5° Dimanche du TO*A Mt 5, 13-16
Aujourd'hui, Jésus nous dit : « Vous êtes le sel de la terre (...) Vous êtes la lumière du monde. » Quel est ce sel ? Quelle est cette lumière ? Le Christ est ce sel qui nous rend à notre saveur originelle. Il est cette lumière qui nous ramène à la clarté d'un jour nouveau. Il est ce Dieu qui vient au plus près, à l'intime de notre chair, nous donner saveur et lueur. Comment pourrions-nous qualifier ce sel, cette lumière ?
Peut-être le sel de l'espérance. Peut-être la lumière de la foi. Ce sel, nous avons à apprendre à le goûter chaque jour en nos sœurs et frères, qui sont autant de grain de sel dans le monde. Exercice parfois ardu et compliqué lorsque l'excès de sel se fait trop sentir. Tâche parfois affligeante lorsque l'insipide nous désole. C'est un vrai travail de conversion que de goûter le sel des autres ; qu'il y en ait trop, pas assez ou pas du tout. C'est une lutte pour se faire au goût de l'autre. Ce sel n'est pas nôtre. Il est celui du Christ présent en mon prochain. Et parfois, quand c'est vraiment trop salé, comme une soupe par exemple, nous sommes alors tentés par le rejet. À l'inverse, sans sel, c'est la tentation de la désolation, de la tristesse. Tout devient fade ; surtout au moment du repas, si on est au régime sans sel. Quotidiennement, nous avons à dépasser tous ces sels plus ou moins bien dosés, plus ou moins purs et à laisser, peu à peu, notre palais se transformer, évoluer, s'enrichir de saveurs nouvelles pour mieux découvrir le goût sans cesse renouvelé du sel divin et christique, présent en chacun de nos sœurs et frères. C'est toujours le même sel christique qui révèle la saveur et le goût du prochain.

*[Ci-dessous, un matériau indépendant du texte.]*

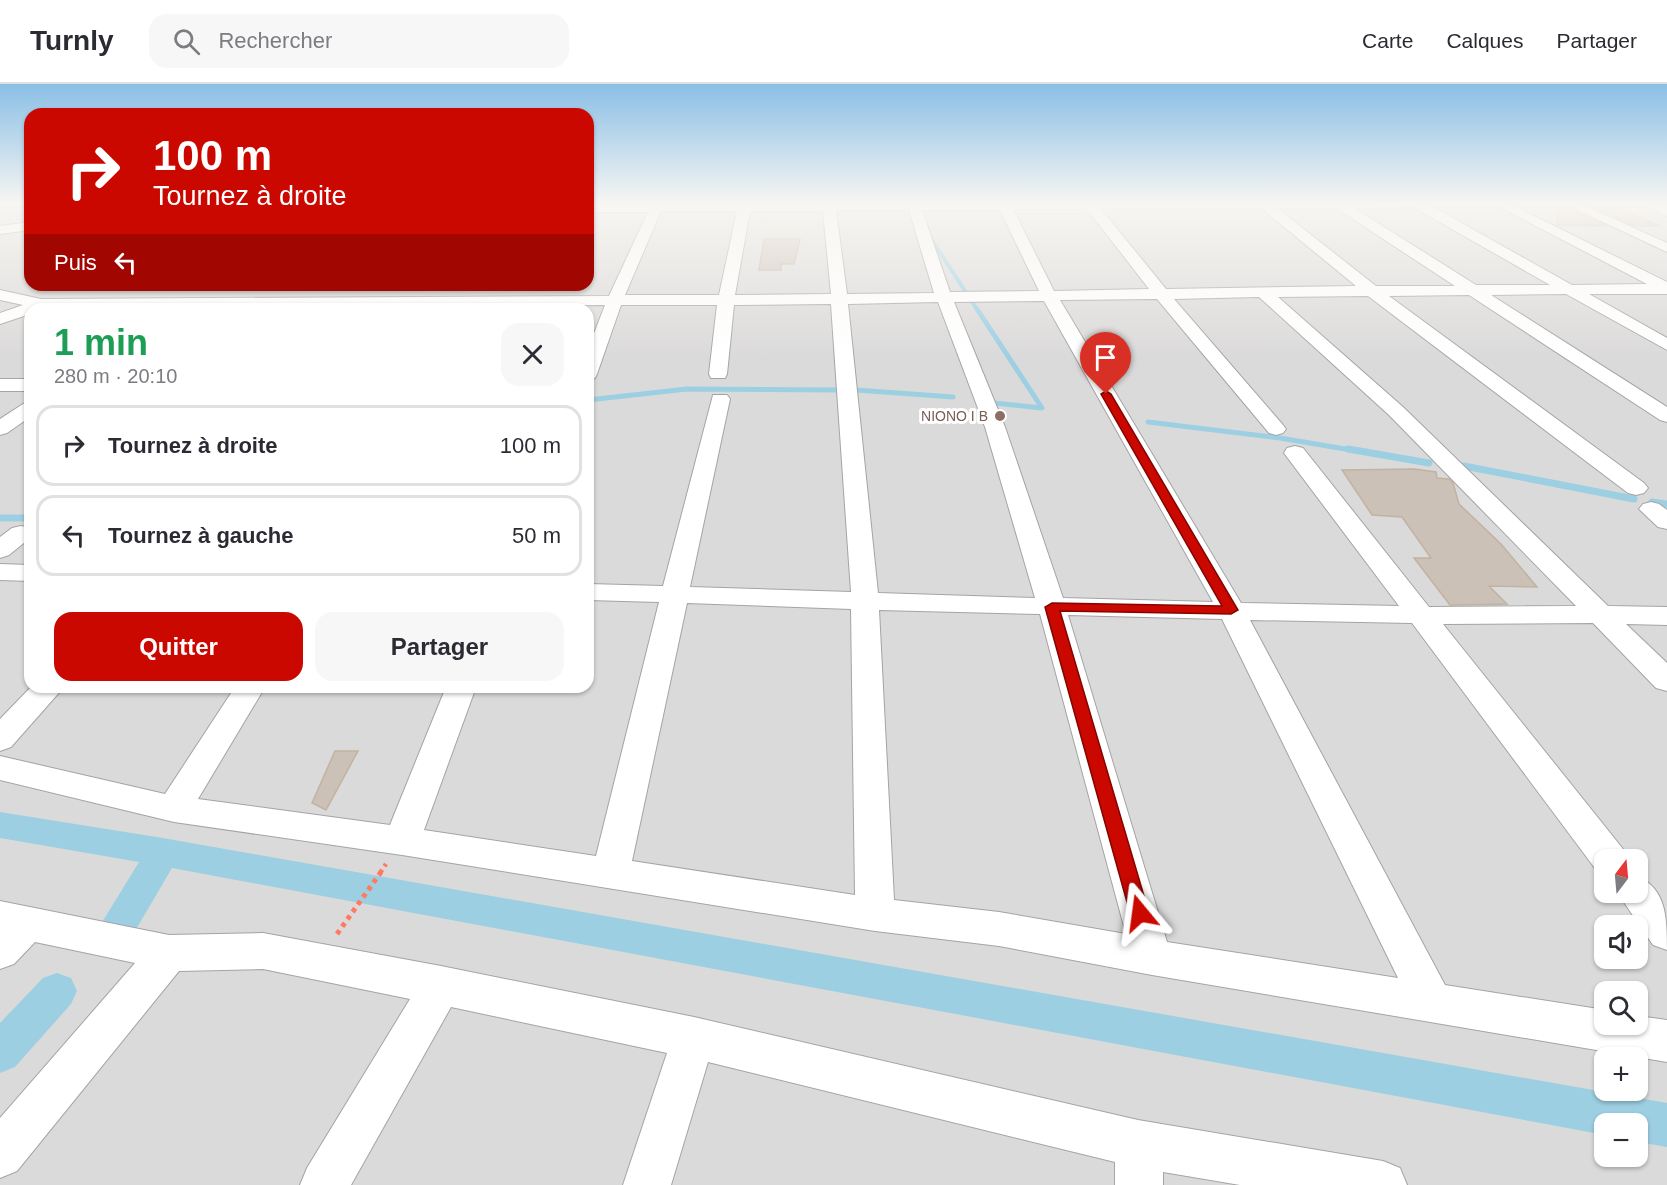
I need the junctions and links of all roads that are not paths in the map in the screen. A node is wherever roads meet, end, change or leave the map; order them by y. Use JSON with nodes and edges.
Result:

Mais ce sel, quelle est sa source ? Sa source, c'est la Parole divine qui vient nous réveiller, qui vient nous relever, qui nous remet debout. C'est une Parole vivante, vivifiante qui se rappelle à nous inlassablement, sans jamais faiblir. Sa force nous porte vers le royaume, nous exhorte à l'amour fraternel, nous élève par-delà nos médiocrités et nos péchés à voir toujours plus loin notre joie, plus profonde notre paix, plus large notre cœur, plus haute notre vocation de chrétien dont la fin est divine.
Quel est son canal de réception ? C'est l'oreille de notre cœur qui accueille cette Parole pour en être labouré, ensemencé, pétri et nourri. Et alors, le cœur fécondé fructifie pour nourrir la fraternité, l'amitié, l'amour.
Quant à son canal d'émission, c'est notre langue avec son sel qui révèle la saveur de l'amitié et de l'amour, qui scelle l'union des cœurs et des alliances. C'est le sel de notre langue qui fait la saveur de la confiance. C'est le sel de notre langue qui harmonise le goût de la réconciliation et du pardon mutuel. Et alors, c'est la lumière dans les cœurs. C'est la lumière de la foi qui se lève à nos horizons. La lumière de la foi se fait à mesure que notre parole d'homme nourrie de la Parole de Dieu s'exerce à discerner la bonne dose de sel dans nos jugements, nos considérations, nos évaluations, à trouver mutuellement la juste mesure de nos éclairages pour suivre le Seigneur et répondre à ses appels.
Dans le Seigneur, pas de sel sans lumière, pas de lumière sans sel. Que serait un banquet agrémenté des plus beaux candélabres, des plus somptueuses bougies avec des plats insipides ? Et qui aurait l'idée de faire ce même banquet avec les plats les plus savoureux, salés à point dans le noir le plus complet ? Non, frères et sœurs, sel et lumière sont inséparables. Et c'est bien le sel de Jésus dans notre cœur qui vient faire la lumière dans nos vies et dans le monde. Amen.